State Sen. Anthony H. Williams this week hosted a special local pre-screening of a new film, Won’t Back Down, which follows parents and teachers who challenged the status quo and instituted public schools for their families and community.

“Public education is necessary, supported and required. The debate is about how it is served, not that it exists,” Williams said. “Parents want and deserve to have a voice in their child’s education and the system that is in place to provide them with that education. This film portrays the struggle so many parents have in the fight to ensure that their children are in a quality learning environment and how parents and teachers, working together, can make the changes the children need. I’m not bashing what exists, but I am demanding better than what exists.”

About 200 local parents, grandparents and students attended the special screening on Sept. 12 at the Rave Cinemas University City in Philadelphia, including Betty Battle of Southwest Philadelphia. She said her grandchildren do not attend public school because their parents feel the system is an unsafe environment.

Battle said the film encouraged her to keep pushing so that her grandchildren have a higher education and are in an environment conducive to learning.

“It is not fair. How can children be productive citizens in this society and how can they provide themselves with a decent living without a good education?” Battle said.

Diane Hall, another attendee from Southwest Philadelphia, said she had children in the public school system and grandchildren who just left the system because they were in a failing school.

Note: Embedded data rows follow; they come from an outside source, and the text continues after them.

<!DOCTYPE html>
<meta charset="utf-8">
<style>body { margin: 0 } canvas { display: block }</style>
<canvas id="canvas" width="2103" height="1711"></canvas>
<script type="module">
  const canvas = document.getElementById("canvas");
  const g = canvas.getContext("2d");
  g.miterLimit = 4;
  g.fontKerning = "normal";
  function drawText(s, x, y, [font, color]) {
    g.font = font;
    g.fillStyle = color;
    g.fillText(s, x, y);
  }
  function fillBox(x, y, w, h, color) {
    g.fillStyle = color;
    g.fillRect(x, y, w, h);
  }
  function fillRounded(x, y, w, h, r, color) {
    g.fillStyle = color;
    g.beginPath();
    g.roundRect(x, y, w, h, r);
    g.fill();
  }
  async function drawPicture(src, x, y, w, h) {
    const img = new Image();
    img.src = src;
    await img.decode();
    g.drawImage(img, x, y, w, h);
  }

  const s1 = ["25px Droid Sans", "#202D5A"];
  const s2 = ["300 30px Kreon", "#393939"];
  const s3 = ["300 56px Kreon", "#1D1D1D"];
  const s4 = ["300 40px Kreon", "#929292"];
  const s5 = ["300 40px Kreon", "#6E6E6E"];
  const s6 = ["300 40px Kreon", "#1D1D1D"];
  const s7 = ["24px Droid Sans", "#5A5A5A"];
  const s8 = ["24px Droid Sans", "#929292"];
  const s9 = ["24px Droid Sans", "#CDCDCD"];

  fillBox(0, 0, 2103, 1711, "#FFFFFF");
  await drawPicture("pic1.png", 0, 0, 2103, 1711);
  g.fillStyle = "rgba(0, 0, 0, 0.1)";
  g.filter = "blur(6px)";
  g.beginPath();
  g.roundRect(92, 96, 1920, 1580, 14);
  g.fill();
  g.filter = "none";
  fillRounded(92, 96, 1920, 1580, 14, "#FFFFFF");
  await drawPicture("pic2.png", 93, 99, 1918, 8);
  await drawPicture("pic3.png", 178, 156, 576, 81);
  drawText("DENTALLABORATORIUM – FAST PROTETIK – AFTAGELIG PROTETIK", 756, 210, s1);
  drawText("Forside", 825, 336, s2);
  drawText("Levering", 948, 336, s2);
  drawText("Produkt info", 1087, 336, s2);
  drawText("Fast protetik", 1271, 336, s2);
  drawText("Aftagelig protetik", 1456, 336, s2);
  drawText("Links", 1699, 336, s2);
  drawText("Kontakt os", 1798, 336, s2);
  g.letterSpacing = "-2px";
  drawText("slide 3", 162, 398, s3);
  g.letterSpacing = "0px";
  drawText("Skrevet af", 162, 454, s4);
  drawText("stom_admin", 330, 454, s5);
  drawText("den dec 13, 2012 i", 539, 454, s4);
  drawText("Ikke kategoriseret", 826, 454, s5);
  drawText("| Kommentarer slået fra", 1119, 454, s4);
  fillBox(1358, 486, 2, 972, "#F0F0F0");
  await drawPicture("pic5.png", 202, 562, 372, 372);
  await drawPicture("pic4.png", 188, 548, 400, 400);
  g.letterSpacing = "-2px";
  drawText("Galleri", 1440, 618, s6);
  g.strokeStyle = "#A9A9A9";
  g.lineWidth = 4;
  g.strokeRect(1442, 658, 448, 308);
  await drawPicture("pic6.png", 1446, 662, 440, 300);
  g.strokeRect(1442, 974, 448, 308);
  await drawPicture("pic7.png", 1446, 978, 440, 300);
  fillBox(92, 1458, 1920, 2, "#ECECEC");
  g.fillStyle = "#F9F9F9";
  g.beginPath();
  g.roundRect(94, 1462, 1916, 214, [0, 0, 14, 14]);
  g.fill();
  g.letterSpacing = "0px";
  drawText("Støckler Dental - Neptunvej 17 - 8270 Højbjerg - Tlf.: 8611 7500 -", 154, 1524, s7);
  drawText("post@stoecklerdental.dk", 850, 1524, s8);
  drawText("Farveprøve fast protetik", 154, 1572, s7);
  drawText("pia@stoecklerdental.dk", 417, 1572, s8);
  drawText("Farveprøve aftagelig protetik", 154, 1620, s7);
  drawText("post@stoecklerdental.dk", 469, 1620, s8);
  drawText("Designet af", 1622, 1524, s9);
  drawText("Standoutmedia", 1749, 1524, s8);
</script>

Just like the people in the film, she said she is very dissatisfied with the state of public education and feels a lot needs to be changed.

“It’s important for parents and teachers to work together,” Hall said. “We need to reform public education so children can stay in their neighborhood and get a good education.”

The film is based on real-life events in California and other states, where enacted legislation allows parents of students at poor performing schools to overrule administrators and even fire ineffective teachers.

Williams has introduced his own version of such legislation, Senate Bill 1148. Under his bill, a majority of parents could petition for one of four types of reform at a perpetually poor performing school:

  • School closure – students are moved to a better-performing school in or outside the district.
  • Restart – the school is taken over by an approved charter school.
  • Turnaround – the school must hire a new principal and at least 50 percent of the teaching staff, as well as institute new procedures for training, hiring, and retention of teachers.
  • Transformation – same as turnaround, but is more prescriptive because it outlines required activities and which activities are permissible or impermissible.